El desconocido del café que se repite en mis sueños

Voy a confesar algo que nunca he dicho en voz alta. Tengo veintidós años, vivo en Guadalajara y todavía no he estado con nadie. No por falta de ganas, sino porque la imaginación siempre me ganó la partida. Cada noche, antes de dormir, vuelvo a la misma escena. La he repetido tantas veces que ya conozco el guion de memoria: el café, sus manos, el ascensor que tarda demasiado en subir. No sé si algún día me atreva a vivirla. Por ahora, al menos, me atrevo a escribirla.

Empieza siempre igual. Es una tarde de jueves y estoy sentada en una cafetería del centro, esa que tiene las paredes de ladrillo y la música apenas audible. He llegado temprano a propósito, porque me pone nerviosa esperar de pie. Pido un café con leche y elijo la mesa del rincón, la que da a la ventana, para verlo entrar antes de que él me vea a mí.
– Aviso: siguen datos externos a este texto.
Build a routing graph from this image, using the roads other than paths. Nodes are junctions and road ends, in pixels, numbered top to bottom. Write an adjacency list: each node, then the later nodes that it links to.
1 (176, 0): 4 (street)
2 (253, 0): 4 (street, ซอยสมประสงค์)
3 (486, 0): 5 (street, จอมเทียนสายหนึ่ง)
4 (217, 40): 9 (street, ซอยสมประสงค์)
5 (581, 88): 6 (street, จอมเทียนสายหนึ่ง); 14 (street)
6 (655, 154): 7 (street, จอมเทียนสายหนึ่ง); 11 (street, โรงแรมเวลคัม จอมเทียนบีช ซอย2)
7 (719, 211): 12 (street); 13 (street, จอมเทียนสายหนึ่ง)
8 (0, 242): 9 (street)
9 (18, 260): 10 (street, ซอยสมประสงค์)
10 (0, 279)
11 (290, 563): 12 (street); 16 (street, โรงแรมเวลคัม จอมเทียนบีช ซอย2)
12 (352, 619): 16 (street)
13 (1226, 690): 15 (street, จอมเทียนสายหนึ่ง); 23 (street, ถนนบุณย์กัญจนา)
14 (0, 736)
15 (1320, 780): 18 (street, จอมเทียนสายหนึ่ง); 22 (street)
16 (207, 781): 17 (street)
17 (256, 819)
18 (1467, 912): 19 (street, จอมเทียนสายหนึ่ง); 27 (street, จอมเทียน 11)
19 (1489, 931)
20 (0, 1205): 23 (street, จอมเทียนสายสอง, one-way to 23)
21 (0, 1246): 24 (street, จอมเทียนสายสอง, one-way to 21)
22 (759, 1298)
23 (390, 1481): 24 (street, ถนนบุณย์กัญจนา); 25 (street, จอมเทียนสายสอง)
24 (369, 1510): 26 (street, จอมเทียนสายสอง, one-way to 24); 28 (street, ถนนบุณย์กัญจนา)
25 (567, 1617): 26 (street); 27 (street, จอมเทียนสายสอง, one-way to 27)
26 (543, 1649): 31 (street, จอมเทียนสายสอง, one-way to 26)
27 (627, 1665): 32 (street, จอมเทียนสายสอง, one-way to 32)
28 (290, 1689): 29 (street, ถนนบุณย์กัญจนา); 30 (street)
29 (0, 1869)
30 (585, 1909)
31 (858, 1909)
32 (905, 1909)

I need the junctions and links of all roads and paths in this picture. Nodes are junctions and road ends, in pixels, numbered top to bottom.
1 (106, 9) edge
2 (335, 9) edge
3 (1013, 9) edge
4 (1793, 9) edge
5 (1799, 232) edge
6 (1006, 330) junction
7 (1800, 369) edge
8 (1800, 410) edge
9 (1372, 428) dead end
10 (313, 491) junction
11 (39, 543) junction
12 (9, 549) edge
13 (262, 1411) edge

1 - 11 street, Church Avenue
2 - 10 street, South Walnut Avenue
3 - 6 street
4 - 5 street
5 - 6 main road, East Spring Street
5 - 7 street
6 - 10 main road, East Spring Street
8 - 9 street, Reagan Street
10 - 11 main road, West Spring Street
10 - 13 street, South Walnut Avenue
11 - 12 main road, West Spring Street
Lo conocí por una de esas aplicaciones donde una habla mucho y se anima poco. Llevábamos semanas escribiéndonos y, en mi cabeza, ya sabía cómo sonaba su voz aunque nunca la hubiera escuchado. Esa tarde, por fin, lo veo cruzar la puerta.

Se llama Tomás, o así lo llamo yo en este sueño que invento cada noche. Es más alto de lo que parecía en las fotos, lleva una camisa azul con las mangas dobladas hasta el codo y una sonrisa que se le forma de un solo lado. Me busca con la mirada, me encuentra, y algo en mi estómago se aprieta.

—Llegaste —dice, como si no terminara de creerlo.

—Llegué —respondo, y me odio un poco por no tener algo más ingenioso que decir.

Hablamos durante una hora larga. De cosas pequeñas, de música, de la ciudad, de lo raro que es conocer a alguien que ya conoces a medias. Él tiene la costumbre de inclinarse sobre la mesa cuando algo le interesa, y cada vez que lo hace puedo oler su perfume, una mezcla de madera y algo cítrico que se me queda pegado a la memoria. Yo juego con la cucharita, la giro entre los dedos, finjo una calma que no tengo. Debajo de la mesa aprieto los muslos porque el coño ya se me está humedeciendo de solo mirarlo hablar, de imaginar esa boca en mis pezones, esos dedos largos abriéndome.

No quiero que esto termine en la puerta del café.

Es él quien lo dice primero, aunque no con esas palabras. Pone su mano sobre la mía, sobre la mesa, y la deja ahí el tiempo suficiente para que entienda.

—¿Quieres que sigamos en otro lado? —pregunta, y su voz baja medio tono.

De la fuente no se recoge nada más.